Andy Laperriere explains that the federal government’s cheap money/low interest policies have very real costs, including the long term reduction of economic growth.

During the past three years, the Federal Reserve has tripled the size of its balance sheet—in effect printing $2 trillion—something it had never done in its nearly 100-year history. The Fed has lowered short-term interest rates to zero and signaled that it will keep them at that level for years. Inflation-adjusted short-term rates, or real rates, have been in the minus 2% range during the past couple of years for the first time since the 1970s.

The unfortunate fact is, as Milton Friedman famously observed, there is no free lunch. After the Fed’s loose monetary policy helped spur the boom-bust in housing, it’s remarkable how little attention has been devoted to exploring the costs of Fed policy.

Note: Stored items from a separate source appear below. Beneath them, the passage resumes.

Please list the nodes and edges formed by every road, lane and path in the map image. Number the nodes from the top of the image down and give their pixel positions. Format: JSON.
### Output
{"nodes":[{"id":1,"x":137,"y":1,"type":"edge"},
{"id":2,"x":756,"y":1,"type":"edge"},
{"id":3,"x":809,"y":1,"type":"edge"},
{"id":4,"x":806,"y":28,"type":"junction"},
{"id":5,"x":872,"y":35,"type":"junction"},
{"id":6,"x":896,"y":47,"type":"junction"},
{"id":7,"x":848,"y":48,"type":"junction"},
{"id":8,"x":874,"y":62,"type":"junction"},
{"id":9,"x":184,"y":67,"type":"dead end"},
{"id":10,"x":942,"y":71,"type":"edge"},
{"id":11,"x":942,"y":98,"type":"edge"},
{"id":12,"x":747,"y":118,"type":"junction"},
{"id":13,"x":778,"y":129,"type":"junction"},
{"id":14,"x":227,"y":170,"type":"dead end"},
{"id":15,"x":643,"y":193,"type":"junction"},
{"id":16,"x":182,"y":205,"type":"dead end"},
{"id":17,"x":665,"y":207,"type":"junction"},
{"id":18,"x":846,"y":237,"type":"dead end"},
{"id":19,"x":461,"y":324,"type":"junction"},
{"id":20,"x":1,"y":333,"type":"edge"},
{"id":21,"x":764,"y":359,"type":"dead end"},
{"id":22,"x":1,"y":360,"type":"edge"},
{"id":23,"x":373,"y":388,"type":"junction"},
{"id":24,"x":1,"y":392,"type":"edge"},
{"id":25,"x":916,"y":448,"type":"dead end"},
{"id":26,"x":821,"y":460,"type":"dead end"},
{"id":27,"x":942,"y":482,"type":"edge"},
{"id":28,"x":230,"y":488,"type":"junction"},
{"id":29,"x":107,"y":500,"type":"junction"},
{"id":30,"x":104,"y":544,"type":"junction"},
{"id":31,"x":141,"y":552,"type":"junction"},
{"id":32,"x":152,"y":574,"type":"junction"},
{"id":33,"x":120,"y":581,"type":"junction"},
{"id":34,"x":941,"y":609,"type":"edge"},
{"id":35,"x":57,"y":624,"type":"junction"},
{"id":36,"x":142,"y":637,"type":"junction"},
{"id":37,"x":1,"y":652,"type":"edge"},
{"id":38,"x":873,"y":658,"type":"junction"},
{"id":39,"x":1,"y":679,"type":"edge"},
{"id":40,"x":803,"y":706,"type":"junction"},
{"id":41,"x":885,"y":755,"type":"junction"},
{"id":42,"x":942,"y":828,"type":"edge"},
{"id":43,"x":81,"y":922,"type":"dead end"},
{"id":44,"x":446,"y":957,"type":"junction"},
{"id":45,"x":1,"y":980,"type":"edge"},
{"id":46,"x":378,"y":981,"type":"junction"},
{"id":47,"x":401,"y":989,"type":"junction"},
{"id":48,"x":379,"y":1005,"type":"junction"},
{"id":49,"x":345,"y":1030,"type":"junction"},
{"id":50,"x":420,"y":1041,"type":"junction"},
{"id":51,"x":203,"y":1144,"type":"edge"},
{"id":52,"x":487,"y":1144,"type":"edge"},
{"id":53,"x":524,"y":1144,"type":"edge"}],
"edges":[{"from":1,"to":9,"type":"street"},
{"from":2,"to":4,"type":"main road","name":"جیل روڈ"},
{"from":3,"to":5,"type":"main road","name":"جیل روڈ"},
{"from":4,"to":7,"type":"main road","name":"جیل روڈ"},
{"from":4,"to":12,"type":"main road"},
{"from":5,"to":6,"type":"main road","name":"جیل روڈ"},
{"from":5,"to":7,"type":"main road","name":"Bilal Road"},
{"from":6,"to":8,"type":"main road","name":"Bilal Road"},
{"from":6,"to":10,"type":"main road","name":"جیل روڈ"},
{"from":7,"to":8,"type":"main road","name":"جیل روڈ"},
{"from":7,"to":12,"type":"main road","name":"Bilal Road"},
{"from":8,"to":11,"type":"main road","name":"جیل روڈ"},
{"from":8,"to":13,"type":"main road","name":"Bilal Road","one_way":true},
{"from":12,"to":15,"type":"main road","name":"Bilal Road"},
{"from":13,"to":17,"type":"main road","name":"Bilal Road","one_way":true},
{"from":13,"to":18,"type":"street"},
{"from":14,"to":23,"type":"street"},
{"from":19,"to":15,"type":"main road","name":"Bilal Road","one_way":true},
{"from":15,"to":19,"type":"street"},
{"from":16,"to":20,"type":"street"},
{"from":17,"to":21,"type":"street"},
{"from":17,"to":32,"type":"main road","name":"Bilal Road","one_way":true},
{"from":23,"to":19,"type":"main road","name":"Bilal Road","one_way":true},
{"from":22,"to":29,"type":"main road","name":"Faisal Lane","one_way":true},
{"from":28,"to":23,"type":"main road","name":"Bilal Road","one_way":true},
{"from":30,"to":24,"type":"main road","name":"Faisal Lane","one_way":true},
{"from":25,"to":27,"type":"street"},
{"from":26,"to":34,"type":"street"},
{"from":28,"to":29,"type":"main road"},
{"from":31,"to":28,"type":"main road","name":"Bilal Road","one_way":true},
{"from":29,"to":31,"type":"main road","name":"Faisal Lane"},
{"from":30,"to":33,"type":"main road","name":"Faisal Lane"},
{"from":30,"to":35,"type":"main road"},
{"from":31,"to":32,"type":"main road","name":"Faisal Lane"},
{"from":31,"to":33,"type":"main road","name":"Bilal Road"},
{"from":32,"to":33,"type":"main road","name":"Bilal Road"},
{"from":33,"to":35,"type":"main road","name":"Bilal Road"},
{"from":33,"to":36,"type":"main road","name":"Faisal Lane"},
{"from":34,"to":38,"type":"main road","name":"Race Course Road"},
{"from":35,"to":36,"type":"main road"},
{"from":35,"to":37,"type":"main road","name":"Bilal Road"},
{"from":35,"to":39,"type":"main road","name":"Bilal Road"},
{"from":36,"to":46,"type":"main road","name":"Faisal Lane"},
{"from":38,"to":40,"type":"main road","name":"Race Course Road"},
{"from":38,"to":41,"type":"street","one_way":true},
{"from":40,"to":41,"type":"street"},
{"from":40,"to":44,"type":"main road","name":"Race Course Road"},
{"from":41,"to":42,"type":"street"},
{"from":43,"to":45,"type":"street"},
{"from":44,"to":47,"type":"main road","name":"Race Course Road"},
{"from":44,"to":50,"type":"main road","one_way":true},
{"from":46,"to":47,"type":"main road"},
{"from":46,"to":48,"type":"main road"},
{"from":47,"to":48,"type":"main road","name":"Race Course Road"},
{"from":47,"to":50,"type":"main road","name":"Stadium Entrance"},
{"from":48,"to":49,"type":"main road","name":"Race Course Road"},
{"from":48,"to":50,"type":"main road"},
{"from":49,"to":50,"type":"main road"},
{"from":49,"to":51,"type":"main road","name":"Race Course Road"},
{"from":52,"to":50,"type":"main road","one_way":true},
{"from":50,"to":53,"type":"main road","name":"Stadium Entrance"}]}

A few critics of quantitative easing (QE) and the zero interest rate (ZIRP) have correctly pointed out that these policies weaken the dollar and thereby reduce the purchasing power of American paychecks. They increase the risk of future inflation, obscure the true cost of the unsustainable fiscal policy the federal government is running, and transfer wealth from savers to debtors.

But QE and ZIRP also reduce long-term economic growth by punishing savers, reducing saving and investment over the long run. They encourage the misallocation of resources that at a minimum is preventing the natural rebalancing of our economy and could sow the seeds of another painful boom-bust.

One intended effect of a loose monetary policy is a weaker dollar, which can help gross domestic product by boosting exports. But a weaker dollar also raises import prices (such as oil prices) for American consumers. For the average American family, this adverse impact has likely outweighed any positive impact from QE and ZIRP.